| What to do |
Gather every line from the entries below that includes "they".
Start of Material for this task
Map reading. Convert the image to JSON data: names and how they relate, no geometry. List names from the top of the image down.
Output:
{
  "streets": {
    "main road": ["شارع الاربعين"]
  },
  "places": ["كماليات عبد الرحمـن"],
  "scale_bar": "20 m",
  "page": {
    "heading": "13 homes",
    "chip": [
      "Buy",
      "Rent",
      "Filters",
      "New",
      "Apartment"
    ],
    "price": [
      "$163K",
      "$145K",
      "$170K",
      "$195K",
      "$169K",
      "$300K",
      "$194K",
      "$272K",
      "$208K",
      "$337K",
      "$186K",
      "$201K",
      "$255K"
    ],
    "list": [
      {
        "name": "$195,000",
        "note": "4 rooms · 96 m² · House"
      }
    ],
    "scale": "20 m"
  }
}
End of Material for this task
Start of Material for this task
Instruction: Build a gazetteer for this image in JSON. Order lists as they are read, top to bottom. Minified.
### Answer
End of Material for this task
| Solution below |
Map reading. Convert the image to JSON data: names and how they relate, no geometry. List names from the top of the image down.
Instruction: Build a gazetteer for this image in JSON. Order lists as they are read, top to bottom. Minified.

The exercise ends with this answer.